La défense de Jair Bolsonaro avait demandé mercredi à la Cour suprême brésilienne d'autoriser l'ancien président, âgé de 70 ans, à purger sa peine à domicile, invoquant un "risque concret d'aggravation soudaine" de son état de santé s'il retourne en prison.

Ses avocats ont effectué une nouvelle demande d'assignation à résidence alors que l'ancien chef de l'Etat d'extrême droite (2019-2022), condamné à 27 ans de prison pour tentative de coup d'Etat, est hospitalisé depuis le 24 décembre dans une clinique de Brasilia.

L'ancien président souffre des séquelles d'un attentat datant de 2018, quand il avait été poignardé à l'abdomen lors d'un bain de foule en pleine campagne électorale. Il a subi depuis plusieurs interventions chirurgicales lourdes.

- Sortie prévue jeudi -

En septembre, la Cour suprême du plus grand pays d'Amérique latine l'a reconnu coupable d'avoir conspiré pour se maintenir au pouvoir "de façon autoritaire" après sa défaite lors de l'élection de 2022 face à l'actuel président de gauche Luiz Inacio Lula da Silva. Il est incarcéré depuis fin novembre.

Admis dans la clinique privée DF Star de Brasilia pour sa première sortie depuis qu'il a commencé à purger sa peine, l'ancien dirigeant a été opéré le jour de Noël de son hernie inguinale.

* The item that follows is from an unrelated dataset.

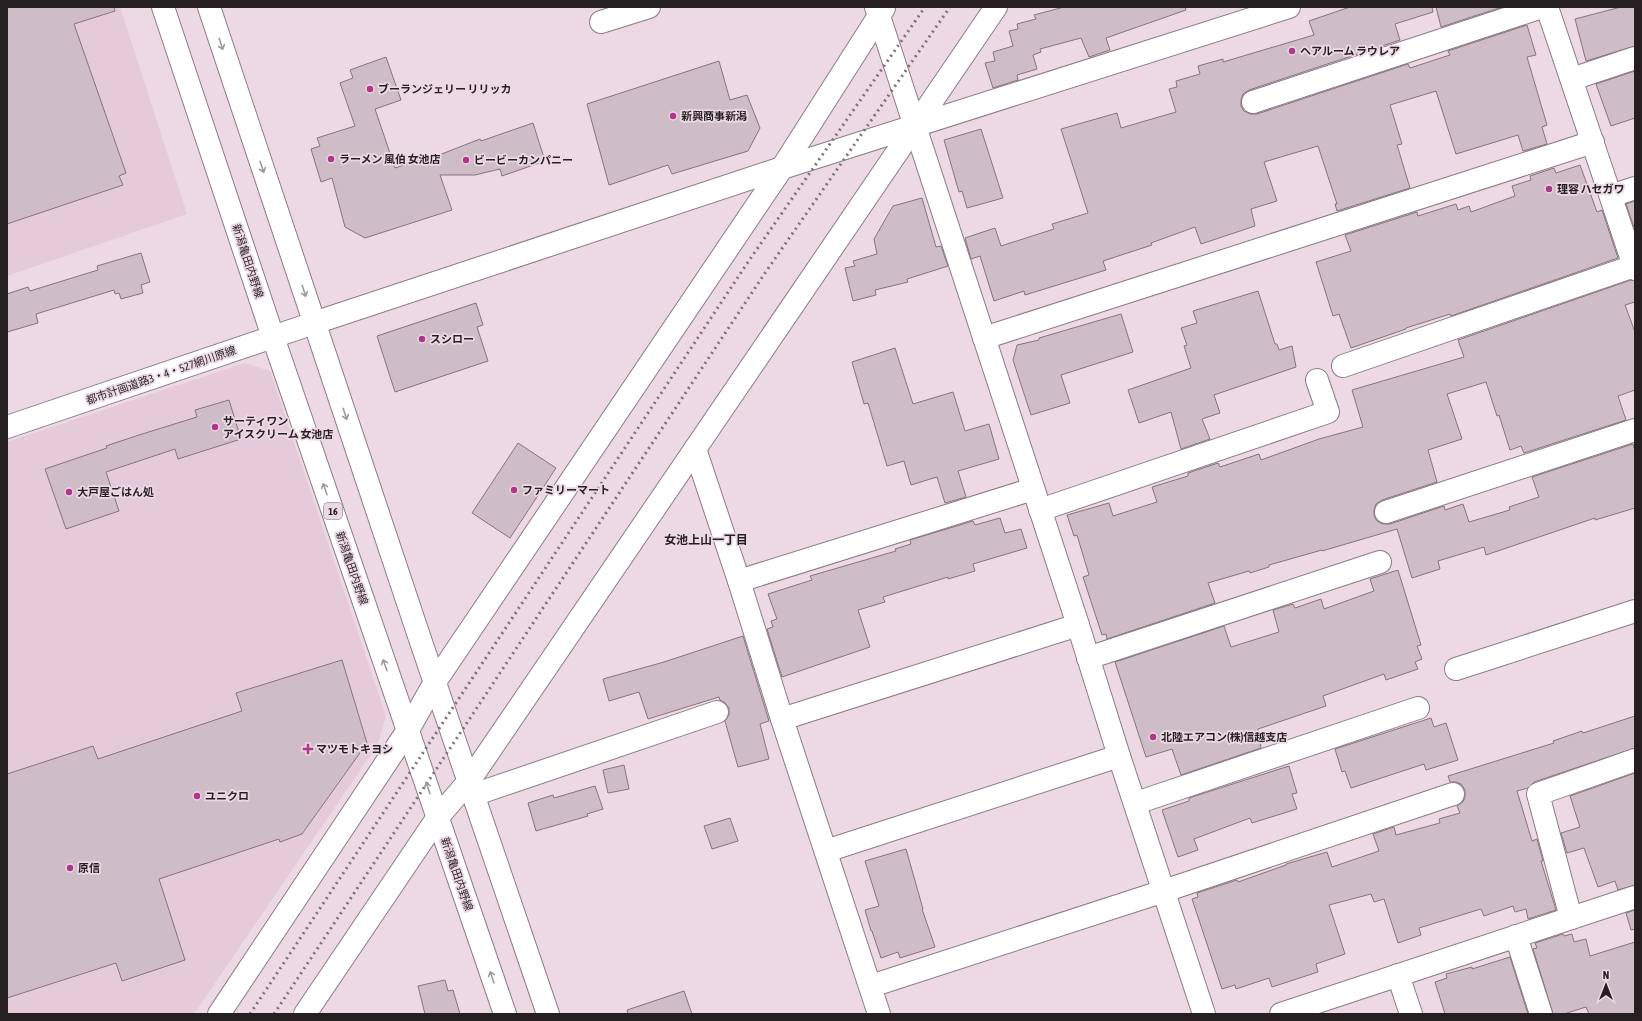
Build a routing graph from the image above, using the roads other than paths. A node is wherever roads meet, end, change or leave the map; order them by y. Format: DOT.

"Tout se passe bien au niveau post-opératoire, donc nous maintenons notre prévision de sortie" à jeudi, a déclaré le chirurgien Claudio Birolini lors d'une conférence de presse mercredi.

Il devra ensuite retourner dans la petite chambre où il purge sa peine, dans un siège de la police fédérale à Brasilia.

M. Bolsonaro a également subi ces derniers jours trois interventions médicales pour traiter des crises de hoquet dont il souffre depuis des mois, et décrites comme aiguës par ses soignants et sa famille.

Concrètement, ces interventions ont consisté en un blocage du nerf phrénique, qui contrôle le diaphragme, via l'injection d'un analgésique.

"Cela a permis de diminuer l'intensité de ces crises de hoquet, mais pas de les faire cesser", a expliqué le docteur Birolini.

Selon les avocats de l'ex-président, la situation a profondément changé depuis que la Cour suprême avait rejeté il y a quelques semaines une première demande d'assignation à résidence "humanitaire".

- "Sérieuses complications" -

Selon ses médecins, M. Bolsonaro souffre notamment d'une apnée du sommeil sévère, d'une gastrite et d'une oesophagite.

Le rapport médical accompagnant la demande adressée à la haute juridiction avertit que l'absence de soins appropriés pourrait provoquer de "sérieuses complications", citant entre autres des risques de pneumonie et d'accident vasculaire cérébral.

La défense s'appuie sur un précédent: condamné à plus de huit ans de réclusion pour corruption, l'ex-président Fernando Collor de Mello (1989-1992), 76 ans, a été autorisé en mai dernier à purger sa peine chez lui en raison de problèmes de santé et de son âge.

Les médecins de M. Bolsonaro ont aussi décrit l'état psychologique du leader du camp conservateur brésilien.

Son cardiologue, Brasil Caiado, a souligné que cet état "empire considérablement lorsqu'il souffre de crises de hoquet prolongées".

"Au vu du contexte, de tout ce qui lui arrive, il est déjà arrivé ici dans un état émotionnel plus déprimé", a-t-il cependant relevé.

Déjà inéligible avant son procès, M. Bolsonaro a toujours nié tout projet de coup d'Etat et crié à la "persécution politique".

Il a adoubé récemment depuis sa cellule son fils aîné, le sénateur Flavio Bolsonaro, qui a annoncé sa candidature à la présidentielle d'octobre 2026. Il pourrait affronter Lula, qui ne fait pas mystère de son intention de briguer un quatrième mandat.